WHAT IS BEING ASKED:
Output the records that follow, keeping every line exactly as it is.

═════ DATA LISTING ═════

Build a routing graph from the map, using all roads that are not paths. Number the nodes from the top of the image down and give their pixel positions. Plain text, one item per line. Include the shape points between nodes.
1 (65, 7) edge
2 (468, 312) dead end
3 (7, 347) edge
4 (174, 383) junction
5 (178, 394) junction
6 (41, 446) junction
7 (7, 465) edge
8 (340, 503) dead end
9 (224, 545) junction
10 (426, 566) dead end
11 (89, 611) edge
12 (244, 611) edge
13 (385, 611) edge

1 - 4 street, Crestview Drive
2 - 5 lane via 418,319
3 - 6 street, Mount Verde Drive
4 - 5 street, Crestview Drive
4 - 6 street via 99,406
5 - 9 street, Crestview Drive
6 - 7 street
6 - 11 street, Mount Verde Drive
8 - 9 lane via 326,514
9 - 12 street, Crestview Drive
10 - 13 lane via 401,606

═════

RESPONSE BOX:
Build a routing graph from the map, using all roads that are not paths. Number the nodes from the top of the image down and give their pixel positions. Plain text, one item per line. Include the shape points between nodes.
1 (65, 7) edge
2 (468, 312) dead end
3 (7, 347) edge
4 (174, 383) junction
5 (178, 394) junction
6 (41, 446) junction
7 (7, 465) edge
8 (340, 503) dead end
9 (224, 545) junction
10 (426, 566) dead end
11 (89, 611) edge
12 (244, 611) edge
13 (385, 611) edge

1 - 4 street, Crestview Drive
2 - 5 lane via 418,319
3 - 6 street, Mount Verde Drive
4 - 5 street, Crestview Drive
4 - 6 street via 99,406
5 - 9 street, Crestview Drive
6 - 7 street
6 - 11 street, Mount Verde Drive
8 - 9 lane via 326,514
9 - 12 street, Crestview Drive
10 - 13 lane via 401,606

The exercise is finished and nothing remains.